Thus, on the basis of the test results, the inventors analyzed the relationship between the C content, the Ti content or the V content and the preferred total reduction of the cross-sectional area in the last two passes in the finish rolling process. As a result, it was found that in the case when the total decrease (FR) of the cross-sectional area in the last two passes during the finish rolling process lies in a range satisfying R _c -5≤FR≤R _c +5 (formula (5)), where the value R _{c is} calculated by the formula (4), which includes the content of C, the content of Ti and the content of V, the density of dislocations introduced into austenite at the stage of final rolling of the finish rolling process increases; accordingly, the inclusion of inclusions is accelerated, and smaller inclusions in larger quantities can be formed. Thus, the growth of austenitic grains can be suppressed. In the case when FR exceeds R _c +5, the density of dislocations introduced into austenite increases in the last two passes of rolling more than in the case when FR corresponds to the range of formula (5). Thus, small inclusions are formed in large quantities. As a result, austenite recrystallization is suppressed and an inhomogeneous structure is formed. In the case when FR is less than R _c -5, the inclusion of inclusions is accelerated even more, thus it is impossible to obtain the density of dislocations, providing the formation of small inclusions in large quantities. It is more preferable to set the total reduction (FR) of the cross-sectional area in the last two passes in a range satisfying the condition R _c -3≤FR≤R _c +3, where

R _c = 35-13 × [C] -600 × [Ti] -20 × [V] (four)

(d) Cooling after hot rolling

The initial heat treatment temperature, in which accelerated cooling from the temperature of the austenitic zone is carried out using cooling equipment, is not particularly limited. However, in the case where the initial temperature of accelerated cooling of the surface of the rail head is lower than 700 ° C, pearlite transformation begins earlier than accelerated cooling and the distance between the plates becomes large. Therefore, it is impossible to achieve an increase in hardness of the rail head portion and wear resistance cannot be guaranteed. In addition, depending on the carbon or alloying components in the steel, a proeutectoid cementite structure is formed, thereby reducing the ductility of the surface of the rail head. Therefore, the initial temperature of accelerated cooling of the surface of the rail head portion is preferably set in the range of 700 ° C or higher.

Cooling after finishing rolling is not particularly limited. However, in the case where slow cooling is performed with a cooling rate below 0.5 ° C./sec, the Ti-based, V-based, or mixed Ti and V inclusions that are formed during the finish rolling are coarsened. Thus, there is a risk that the influence of inclusions on the suppression of the growth of austenitic grains becomes weak. In addition, in the case when the cooling rate is lower than 2 ° C / s, in the high temperature region with accelerated cooling, a pro-eutectoid cementite structure is formed depending on the components of the system, respectively, the toughness and ductility of the rail deteriorate. In addition, pearlite transformation begins with accelerated cooling in the high temperature range, thus forming a pearlite structure having a low hardness. As a result, it becomes difficult to increase strength. On the other hand, when the cooling rate exceeds 30 ° C / s, the cooling rate is unstable even if refrigerants such as air and fog cooling are used. Therefore, it becomes difficult to control the cooling stop temperature (the temperature at which cooling is stopped).

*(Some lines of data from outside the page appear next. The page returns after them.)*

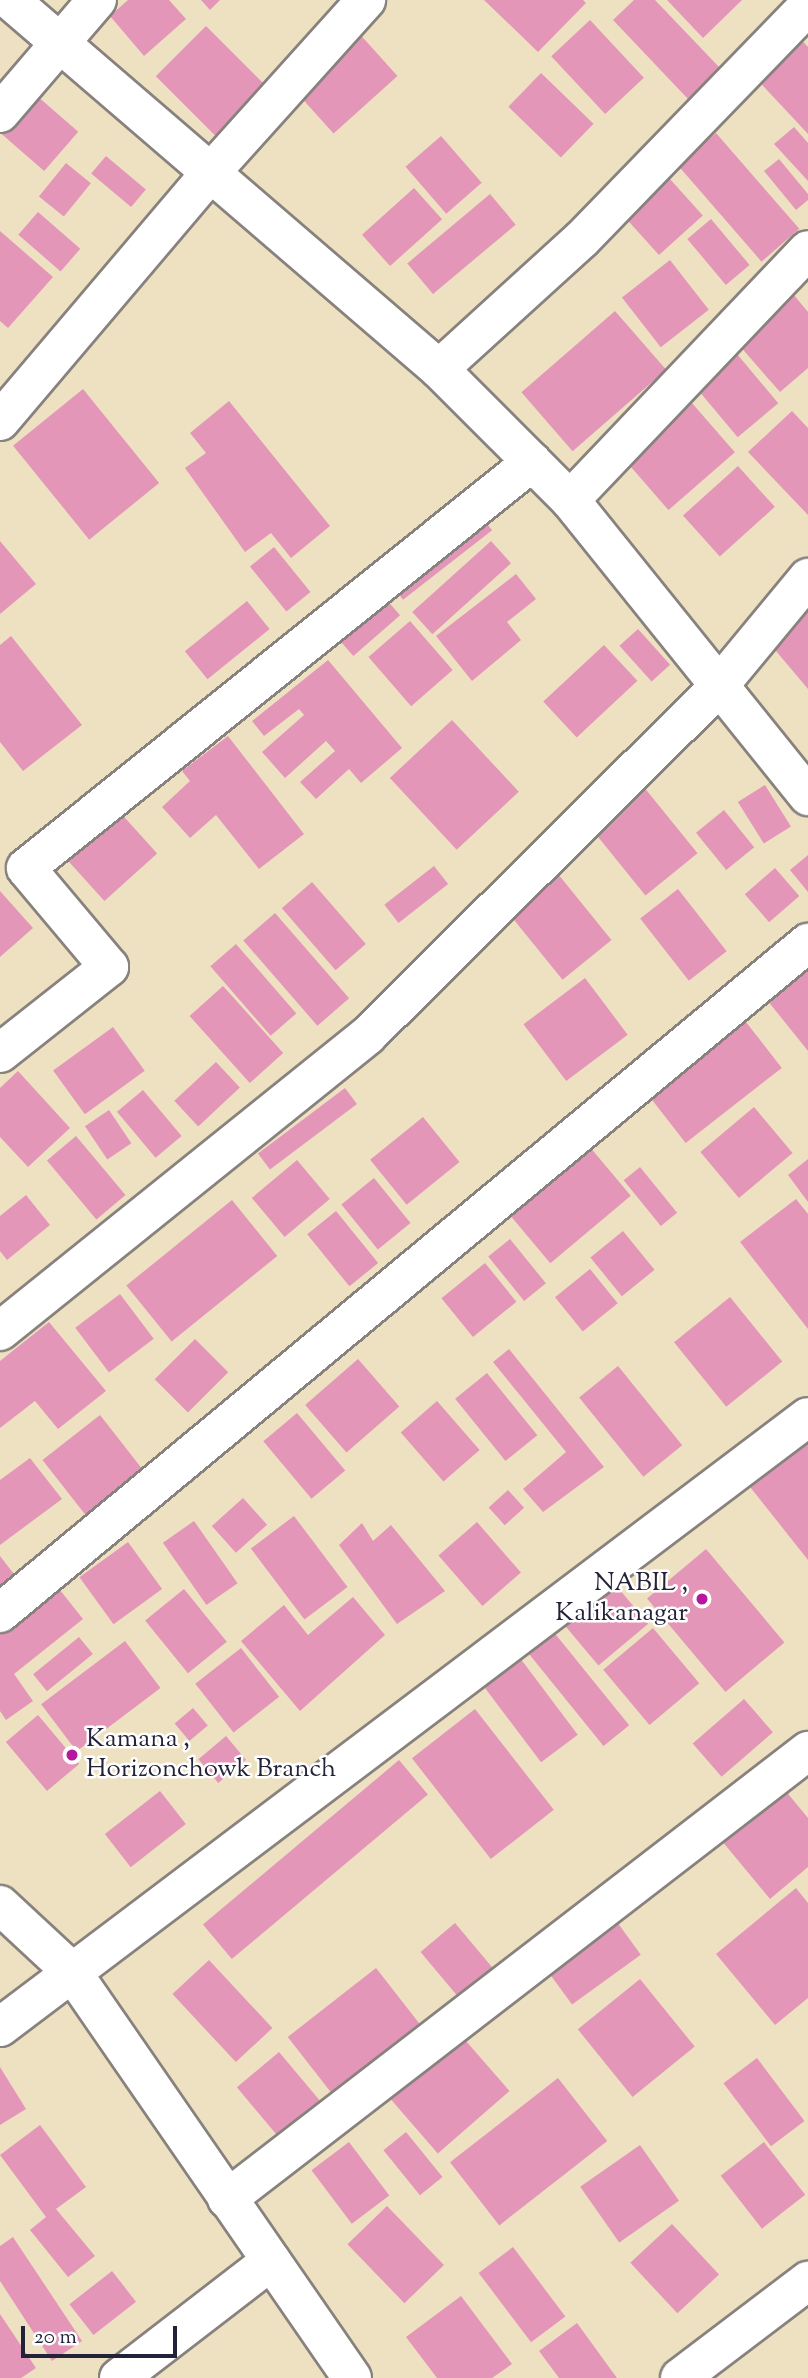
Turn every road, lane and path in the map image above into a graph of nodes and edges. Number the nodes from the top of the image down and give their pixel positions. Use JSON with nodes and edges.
{"nodes":[{"id":1,"x":10,"y":0,"type":"edge"},
{"id":2,"x":97,"y":0,"type":"edge"},
{"id":3,"x":366,"y":0,"type":"edge"},
{"id":4,"x":808,"y":6,"type":"edge"},
{"id":5,"x":58,"y":43,"type":"junction"},
{"id":6,"x":0,"y":113,"type":"edge"},
{"id":7,"x":213,"y":170,"type":"junction"},
{"id":8,"x":808,"y":250,"type":"edge"},
{"id":9,"x":439,"y":369,"type":"junction"},
{"id":10,"x":0,"y":421,"type":"edge"},
{"id":11,"x":532,"y":462,"type":"junction"},
{"id":12,"x":570,"y":500,"type":"junction"},
{"id":13,"x":808,"y":578,"type":"edge"},
{"id":14,"x":717,"y":688,"type":"junction"},
{"id":15,"x":808,"y":796,"type":"edge"},
{"id":16,"x":808,"y":943,"type":"edge"},
{"id":17,"x":0,"y":1053,"type":"edge"},
{"id":18,"x":0,"y":1331,"type":"edge"},
{"id":19,"x":808,"y":1418,"type":"edge"},
{"id":20,"x":0,"y":1613,"type":"edge"},
{"id":21,"x":808,"y":1751,"type":"edge"},
{"id":22,"x":0,"y":1905,"type":"edge"},
{"id":23,"x":72,"y":1972,"type":"junction"},
{"id":24,"x":0,"y":2027,"type":"edge"},
{"id":25,"x":227,"y":2199,"type":"junction"},
{"id":26,"x":271,"y":2261,"type":"junction"},
{"id":27,"x":808,"y":2281,"type":"edge"},
{"id":28,"x":120,"y":2378,"type":"edge"},
{"id":29,"x":352,"y":2378,"type":"edge"},
{"id":30,"x":680,"y":2378,"type":"edge"}],
"edges":[{"from":1,"to":5,"type":"street"},
{"from":2,"to":5,"type":"street"},
{"from":3,"to":7,"type":"street"},
{"from":4,"to":9,"type":"street"},
{"from":5,"to":6,"type":"street"},
{"from":5,"to":7,"type":"street"},
{"from":7,"to":9,"type":"street"},
{"from":7,"to":10,"type":"street"},
{"from":8,"to":12,"type":"street"},
{"from":9,"to":11,"type":"street"},
{"from":11,"to":12,"type":"street"},
{"from":11,"to":17,"type":"street"},
{"from":12,"to":14,"type":"street"},
{"from":13,"to":14,"type":"street"},
{"from":14,"to":15,"type":"street"},
{"from":14,"to":18,"type":"street"},
{"from":16,"to":20,"type":"street"},
{"from":19,"to":23,"type":"street"},
{"from":21,"to":25,"type":"street"},
{"from":22,"to":23,"type":"street"},
{"from":23,"to":24,"type":"street"},
{"from":23,"to":25,"type":"street"},
{"from":25,"to":26,"type":"street"},
{"from":26,"to":28,"type":"street"},
{"from":26,"to":29,"type":"street"},
{"from":27,"to":30,"type":"street"}]}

As a result, due to excessive cooling, pearlite transformation begins earlier than the rail reaches the apparatus for accelerated cooling, thus, the microstructure becomes pearlite and has a low hardness. Therefore, the cooling rate range is preferably from 0.5 ° C / sec to 30 ° C / sec in order to suppress enlargement of inclusions after finish rolling and to minimize the growth of austenite grains (growth of austenitic grains). Moreover, since the growth of austenite grains is unlikely to occur at a temperature below 800 ° C, from the point of view of grain growth, cooling after finishing rolling can be carried out until the temperature reaches (drops to) 800 ° C.

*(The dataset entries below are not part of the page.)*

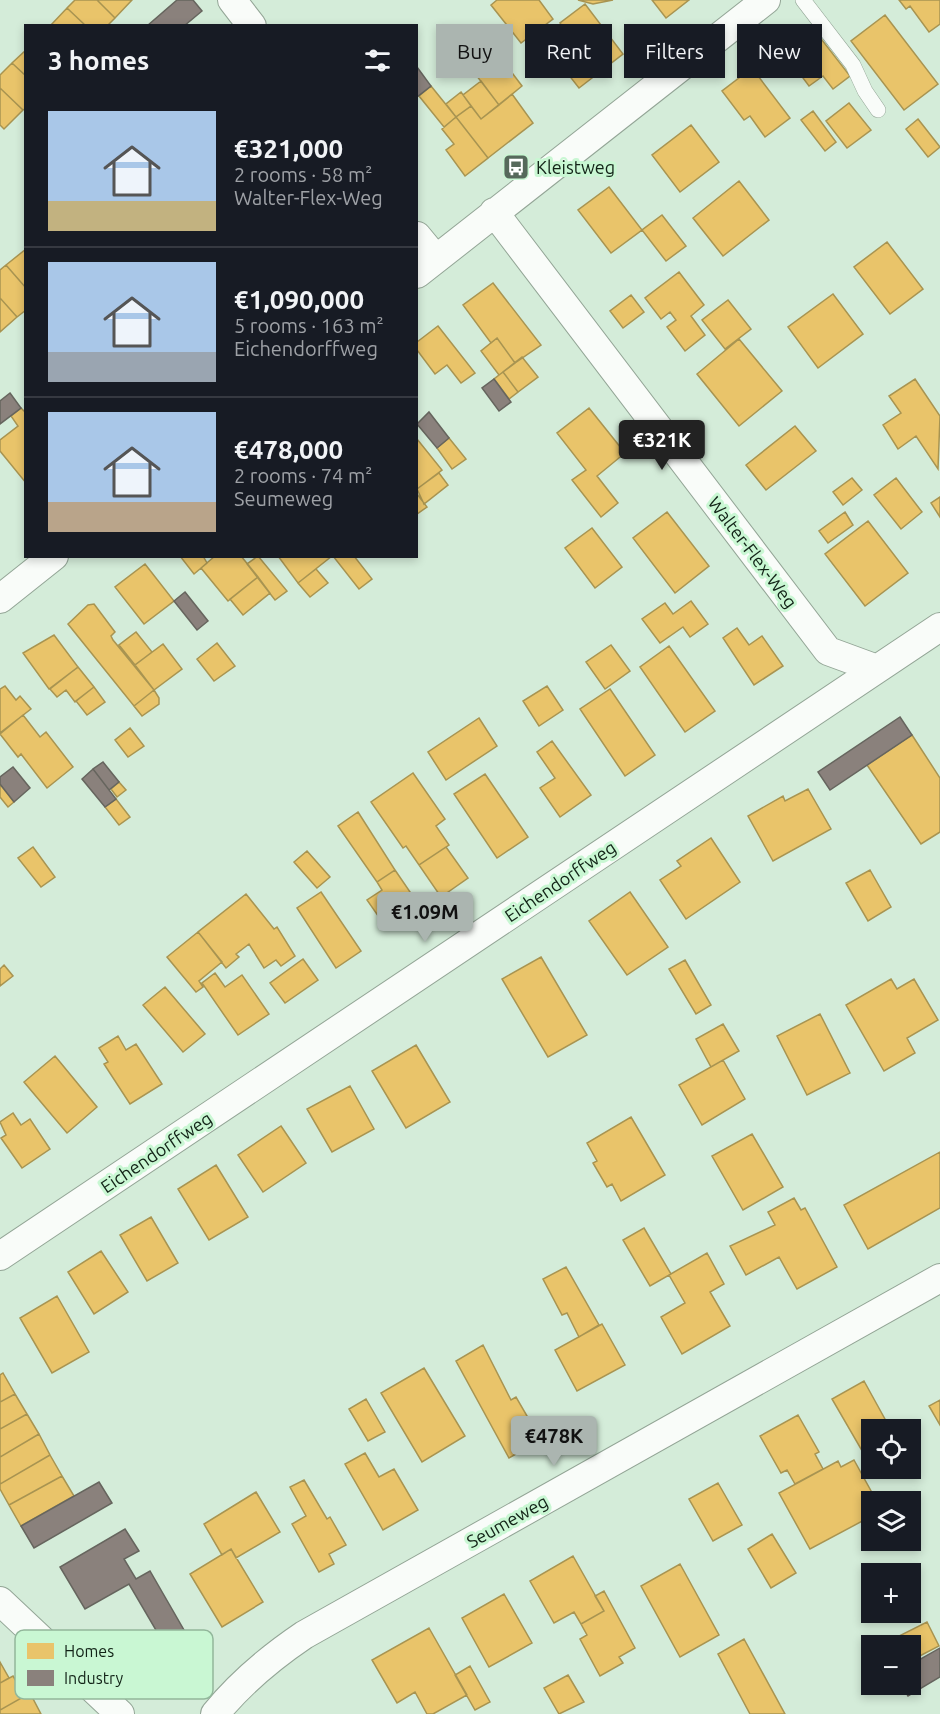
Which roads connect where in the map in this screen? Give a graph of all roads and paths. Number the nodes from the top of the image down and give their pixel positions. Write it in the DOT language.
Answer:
graph roads {
  1 [pos="232,0"];
  2 [pos="766,0"];
  3 [pos="803,0"];
  4 [pos="250,24"];
  5 [pos="878,110"];
  6 [pos="494,212"];
  7 [pos="418,239"];
  8 [pos="427,266"];
  9 [pos="51,558"];
  10 [pos="0,599"];
  11 [pos="940,627"];
  12 [pos="877,669"];
  13 [pos="0,1256"];
  14 [pos="940,1278"];
  15 [pos="0,1601"];
  16 [pos="31,1630"];
  17 [pos="104,1699"];
  18 [pos="120,1714"];
  19 [pos="215,1714"];
  1 -- 4 [label="street"];
  2 -- 6 [label="street"];
  3 -- 5 [label="lane"];
  6 -- 8 [label="street"];
  6 -- 12 [label="street, Walter-Flex-Weg"];
  7 -- 8 [label="street"];
  9 -- 10 [label="street"];
  11 -- 12 [label="street, Eichendorffweg"];
  12 -- 13 [label="street, Eichendorffweg"];
  14 -- 19 [label="street, Seumeweg"];
  15 -- 16 [label="street"];
  17 -- 18 [label="street"];
}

In addition, in the case where accelerated cooling ceases at temperatures above 650 ° C, a large amount of perlite having low hardness is formed in subsequent holding zones, thereby increasing strength. On the other hand, in the case where accelerated cooling is stopped in the temperature range below 550 ° C, a bainitic structure harmful to the wear resistance of the rail is easily formed in subsequent holding zones. Therefore, the termination temperature of accelerated cooling (the temperature at which accelerated cooling is stopped) is preferably set in the range of 550 ° C to 650 ° C.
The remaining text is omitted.